▶ [WHAT IS EXPECTED]
Line by line, set down the records below from the first line through the line containing "Extract the road". Omit the pictures.

▶ [INFORMATION SUPPLIED]

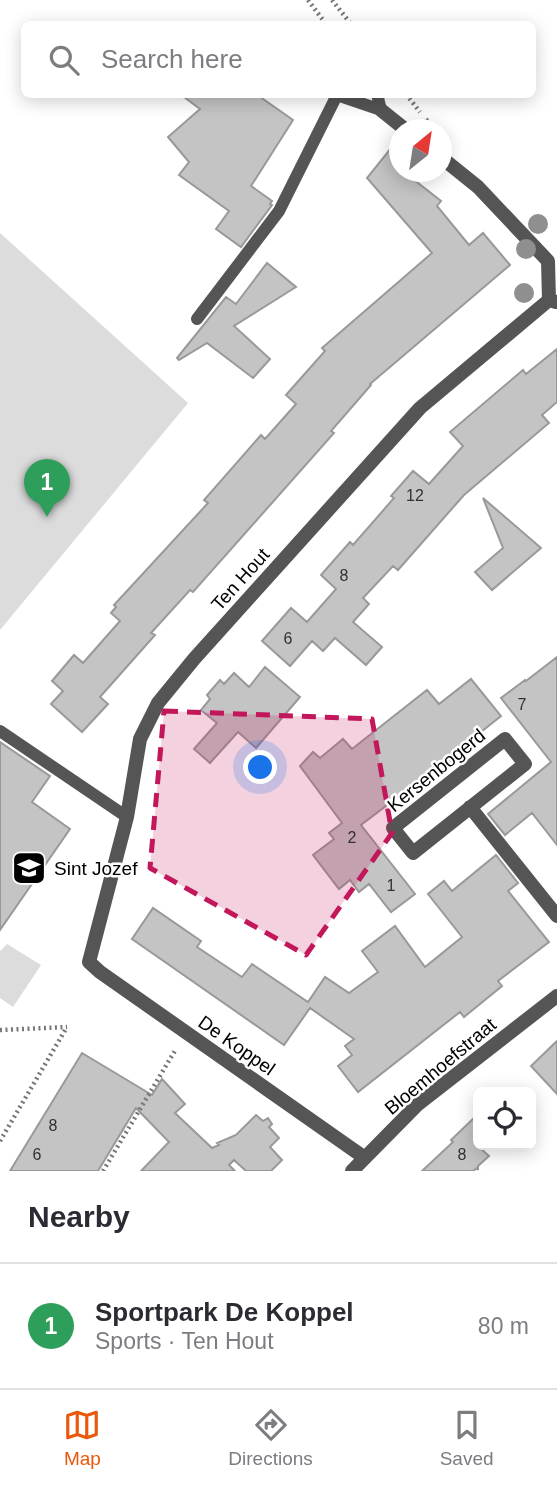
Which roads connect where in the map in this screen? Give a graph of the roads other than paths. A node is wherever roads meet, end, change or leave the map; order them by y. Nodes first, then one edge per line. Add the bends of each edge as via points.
1 (336, 98) edge
2 (346, 98) edge
3 (378, 98) edge
4 (381, 110) junction
5 (392, 119) edge
6 (452, 166) edge
7 (553, 301) edge
8 (197, 318) dead end
9 (0, 731) edge
10 (470, 807) junction
11 (127, 817) junction
12 (557, 915) edge
13 (89, 962) joint
14 (557, 996) edge
15 (365, 1158) junction
16 (352, 1171) edge

1 - 8 lane via 279,211
2 - 4 lane
3 - 4 lane
4 - 5 street
6 - 7 street via 548,261
7 - 11 street, Ten Hout via 420,408 194,659 158,703 140,738
9 - 11 lane
10 - 10 street, Kersenbogerd via 413,853 393,828 505,739 525,764
10 - 12 street
11 - 13 street, Ten Hout
13 - 15 street, De Koppel
14 - 15 street, Bloemhoefstraat via 417,1105
15 - 16 street, Bloemhoefstraat

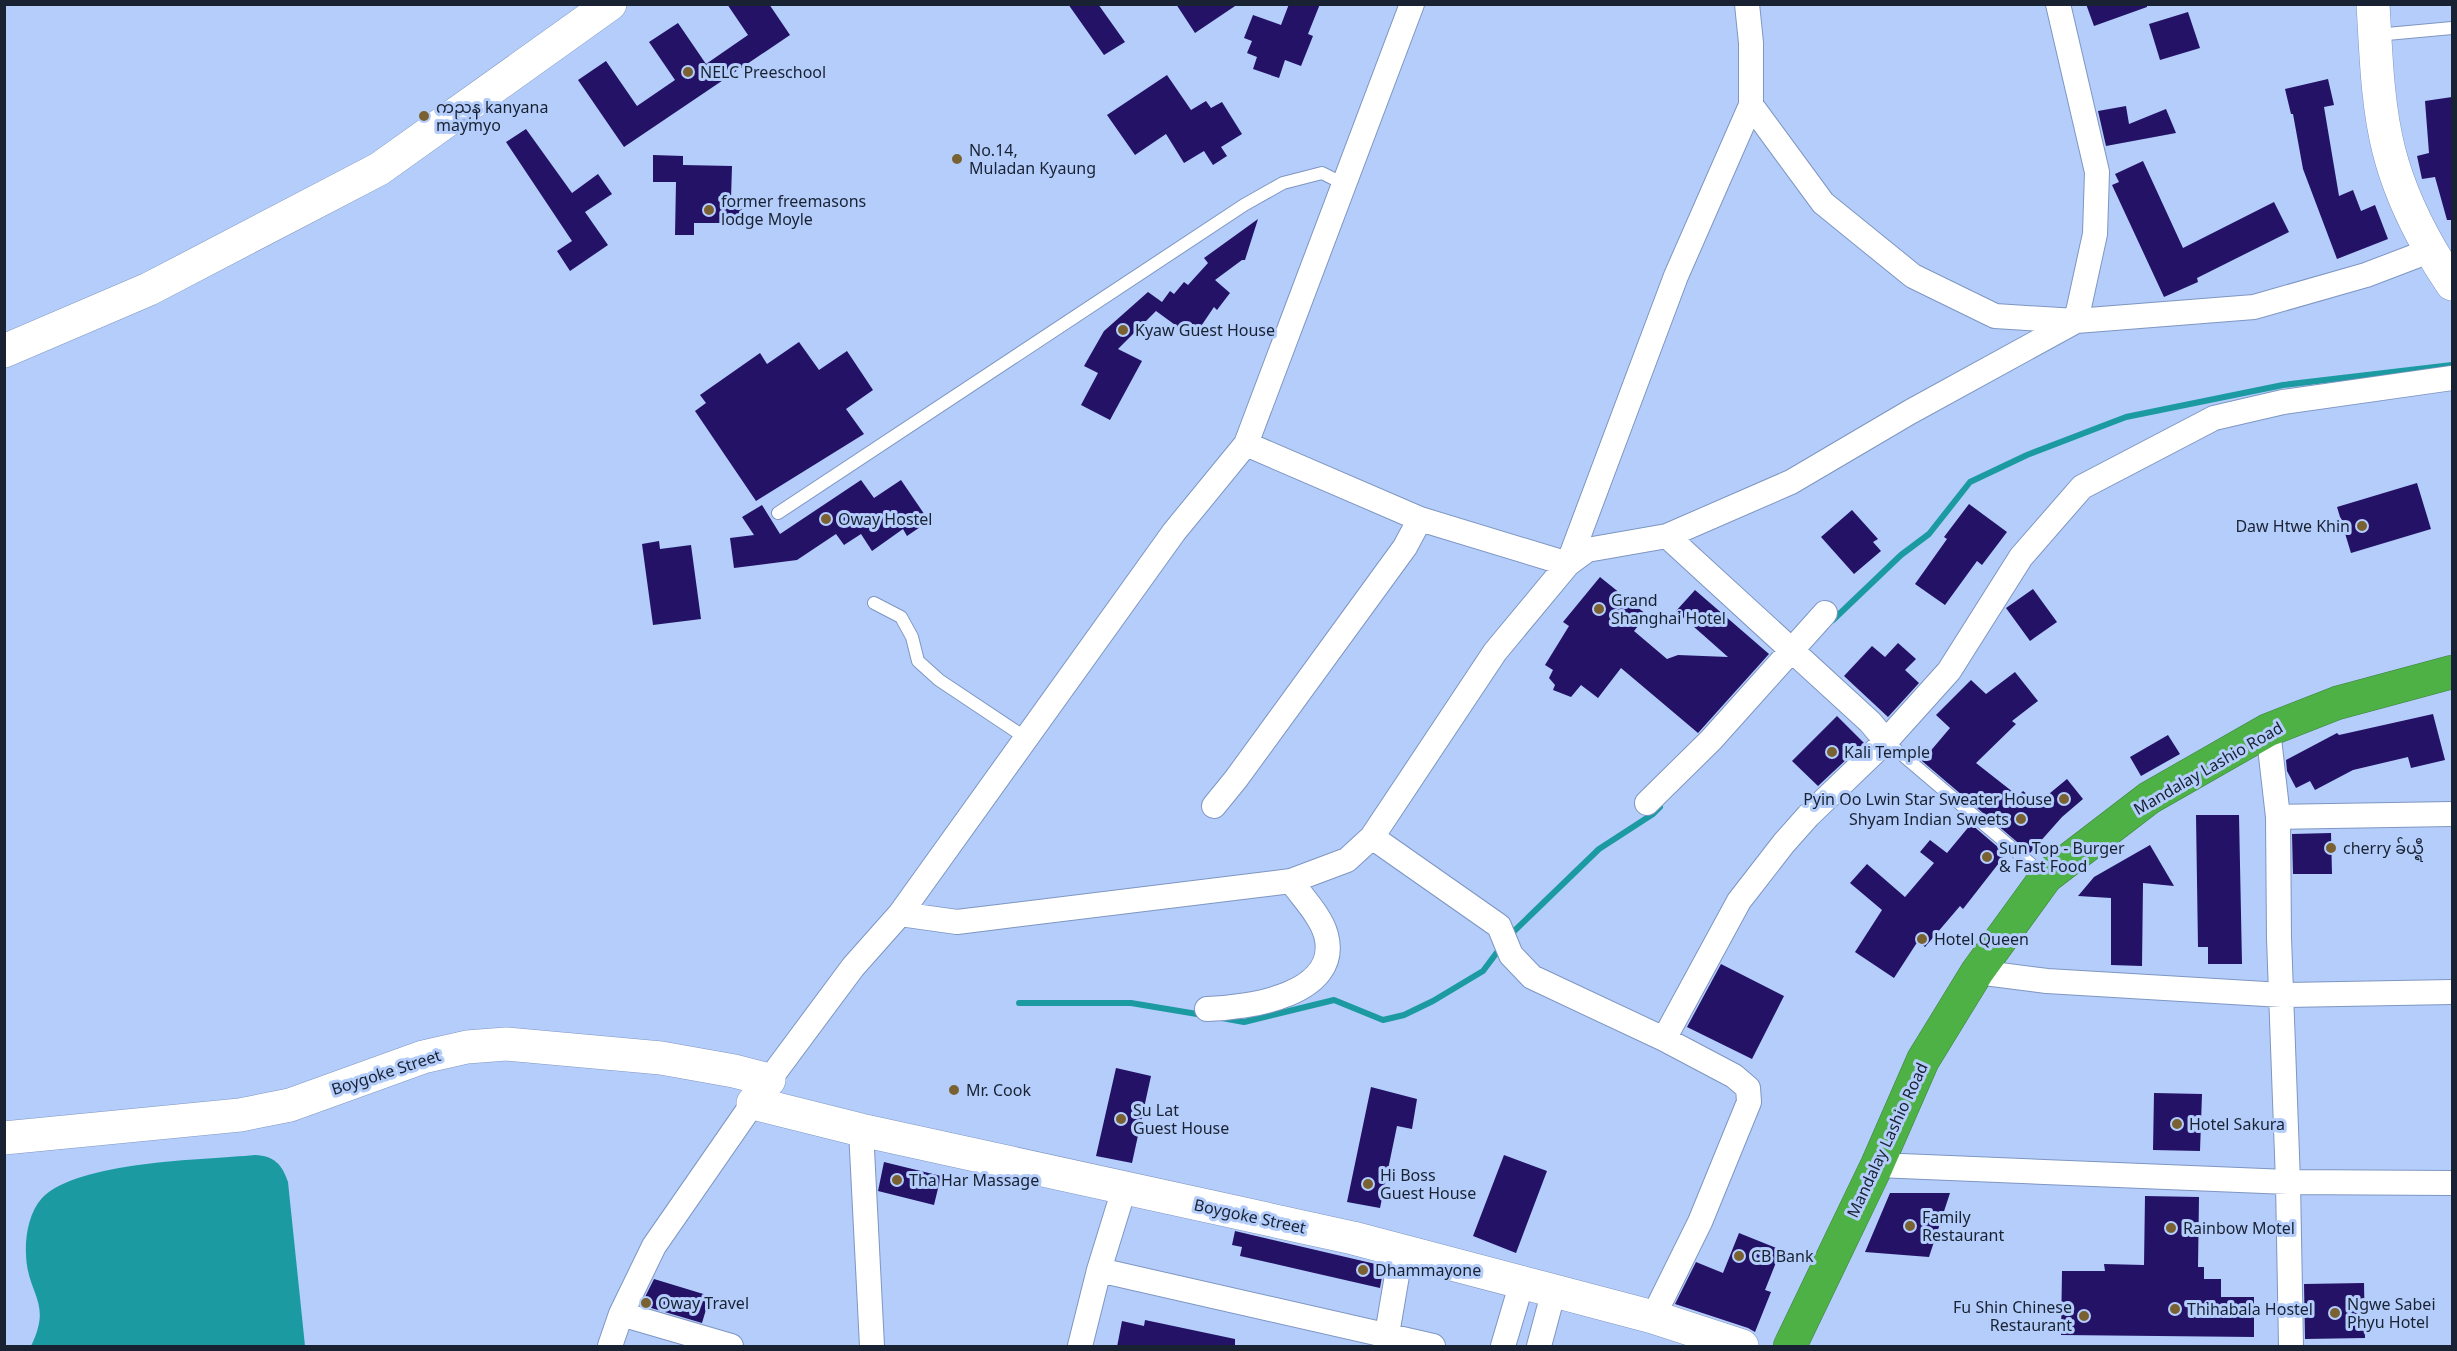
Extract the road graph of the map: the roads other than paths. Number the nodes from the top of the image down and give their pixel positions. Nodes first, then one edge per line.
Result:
1 (610, 4) edge
2 (1412, 4) edge
3 (1747, 4) edge
4 (2058, 4) edge
5 (2374, 20) edge
6 (2452, 28) edge
7 (1750, 105) junction
8 (1344, 184) junction
9 (2429, 251) junction
10 (2452, 284) edge
11 (2076, 321) junction
12 (4, 351) edge
13 (2452, 378) edge
14 (1246, 444) junction
15 (778, 513) dead end
16 (1420, 519) junction
17 (1667, 536) junction
18 (1568, 564) junction
19 (874, 603) dead end
20 (1825, 613) dead end
21 (1791, 650) junction
22 (2452, 672) edge
23 (2268, 730) junction
24 (1026, 738) junction
25 (1886, 741) junction
26 (1647, 803) dead end
27 (1214, 806) dead end
28 (2452, 814) edge
29 (2278, 817) junction
30 (1372, 837) junction
31 (2046, 877) junction
32 (1291, 881) junction
33 (900, 914) junction
34 (1977, 972) junction
35 (2452, 992) edge
36 (2282, 995) junction
37 (1208, 1009) dead end
38 (1664, 1040) junction
39 (761, 1092) junction
40 (861, 1130) junction
41 (4, 1138) edge
42 (1877, 1166) junction
43 (2288, 1182) junction
44 (2452, 1183) edge
45 (1124, 1189) junction
46 (1401, 1252) junction
47 (1099, 1270) junction
48 (1522, 1281) junction
49 (1554, 1290) junction
50 (621, 1314) junction
51 (1653, 1317) junction
52 (1385, 1341) edge
53 (610, 1347) edge
54 (730, 1347) edge
55 (872, 1347) edge
56 (1080, 1347) edge
57 (1433, 1347) edge
58 (1503, 1347) edge
59 (1539, 1347) edge
60 (1742, 1347) edge
61 (1790, 1347) edge
62 (2291, 1347) edge

1 - 12 street
2 - 8 street
3 - 7 street
4 - 11 street
5 - 6 lane
5 - 9 street
7 - 11 street
7 - 18 street
8 - 14 street
8 - 15 lane
9 - 10 street
9 - 11 street
11 - 17 street
13 - 25 street
14 - 16 street
14 - 24 street
16 - 18 street
16 - 27 street
17 - 18 street
17 - 21 street
18 - 30 street
19 - 24 lane
20 - 21 street
21 - 25 street
21 - 26 street
22 - 23 highway, Mandalay Lashio Road
23 - 29 street
23 - 31 highway, Mandalay Lashio Road
24 - 33 street
25 - 31 lane
25 - 38 street
28 - 29 street
29 - 36 street
30 - 32 street
30 - 38 street
31 - 34 highway, Mandalay Lashio Road
32 - 33 street
32 - 37 street
33 - 39 street
34 - 36 street
34 - 42 highway, Mandalay Lashio Road
35 - 36 street
36 - 43 street
38 - 51 street
39 - 40 street, Boygoke Street
39 - 41 street, Boygoke Street
39 - 50 street
40 - 45 street, Boygoke Street
40 - 55 street
42 - 43 street
42 - 61 highway, Mandalay Lashio Road
43 - 44 street
43 - 62 street
45 - 46 street, Boygoke Street
45 - 47 street
46 - 48 street, Boygoke Street
46 - 52 street
47 - 52 street
47 - 56 street
48 - 49 street, Boygoke Street
48 - 58 street
49 - 51 street, Boygoke Street
49 - 59 street
50 - 53 street
50 - 54 street
51 - 60 street, Boygoke Street
52 - 57 street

▶ [TASK RESPONSE]
Which roads connect where in the map in this screen? Give a graph of the roads other than paths. A node is wherever roads meet, end, change or leave the map; order them by y. Nodes first, then one edge per line. Add the bends of each edge as via points.
1 (336, 98) edge
2 (346, 98) edge
3 (378, 98) edge
4 (381, 110) junction
5 (392, 119) edge
6 (452, 166) edge
7 (553, 301) edge
8 (197, 318) dead end
9 (0, 731) edge
10 (470, 807) junction
11 (127, 817) junction
12 (557, 915) edge
13 (89, 962) joint
14 (557, 996) edge
15 (365, 1158) junction
16 (352, 1171) edge

1 - 8 lane via 279,211
2 - 4 lane
3 - 4 lane
4 - 5 street
6 - 7 street via 548,261
7 - 11 street, Ten Hout via 420,408 194,659 158,703 140,738
9 - 11 lane
10 - 10 street, Kersenbogerd via 413,853 393,828 505,739 525,764
10 - 12 street
11 - 13 street, Ten Hout
13 - 15 street, De Koppel
14 - 15 street, Bloemhoefstraat via 417,1105
15 - 16 street, Bloemhoefstraat

Extract the road graph of the map: the roads other than paths. Number the nodes from the top of the image down and give their pixel positions. Nodes first, then one edge per line.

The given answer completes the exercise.